[Collected data entries]

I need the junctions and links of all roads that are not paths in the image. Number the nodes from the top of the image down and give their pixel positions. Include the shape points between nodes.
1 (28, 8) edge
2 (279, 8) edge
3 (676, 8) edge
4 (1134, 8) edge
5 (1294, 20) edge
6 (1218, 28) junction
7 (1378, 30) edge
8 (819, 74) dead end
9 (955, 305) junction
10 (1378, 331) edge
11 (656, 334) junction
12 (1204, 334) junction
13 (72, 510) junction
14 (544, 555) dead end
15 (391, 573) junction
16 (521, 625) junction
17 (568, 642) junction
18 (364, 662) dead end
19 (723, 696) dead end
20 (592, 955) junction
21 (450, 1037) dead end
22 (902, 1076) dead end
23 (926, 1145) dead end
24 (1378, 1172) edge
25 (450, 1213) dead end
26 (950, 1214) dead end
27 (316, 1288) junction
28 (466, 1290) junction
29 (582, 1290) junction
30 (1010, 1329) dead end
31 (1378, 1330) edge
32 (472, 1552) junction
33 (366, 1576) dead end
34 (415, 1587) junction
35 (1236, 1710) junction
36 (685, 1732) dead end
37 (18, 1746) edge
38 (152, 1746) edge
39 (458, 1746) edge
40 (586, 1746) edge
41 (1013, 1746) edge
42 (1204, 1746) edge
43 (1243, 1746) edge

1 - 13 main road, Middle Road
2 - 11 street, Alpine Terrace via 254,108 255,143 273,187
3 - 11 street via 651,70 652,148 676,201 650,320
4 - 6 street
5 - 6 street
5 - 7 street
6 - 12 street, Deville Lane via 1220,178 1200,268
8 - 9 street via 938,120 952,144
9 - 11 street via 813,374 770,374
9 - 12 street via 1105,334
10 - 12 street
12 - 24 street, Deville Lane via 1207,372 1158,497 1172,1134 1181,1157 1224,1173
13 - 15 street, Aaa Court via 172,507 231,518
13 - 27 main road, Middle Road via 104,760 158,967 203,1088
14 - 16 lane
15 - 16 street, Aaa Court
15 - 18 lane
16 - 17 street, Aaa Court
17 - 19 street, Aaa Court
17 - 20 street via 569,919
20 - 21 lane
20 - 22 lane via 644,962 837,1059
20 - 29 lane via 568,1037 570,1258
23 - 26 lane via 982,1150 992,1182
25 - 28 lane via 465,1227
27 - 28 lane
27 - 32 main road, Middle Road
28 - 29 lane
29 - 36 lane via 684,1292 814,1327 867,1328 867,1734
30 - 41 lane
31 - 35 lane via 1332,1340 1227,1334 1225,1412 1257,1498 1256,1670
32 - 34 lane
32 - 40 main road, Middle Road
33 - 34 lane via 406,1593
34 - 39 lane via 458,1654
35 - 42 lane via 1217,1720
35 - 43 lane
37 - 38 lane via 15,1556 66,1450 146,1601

▸ **Work task**: Apply a filter for "Middle" to the data above, then copy each line that matches.

▸ **Solution**:
1 - 13 main road, Middle Road
13 - 27 main road, Middle Road via 104,760 158,967 203,1088
27 - 32 main road, Middle Road
32 - 40 main road, Middle Road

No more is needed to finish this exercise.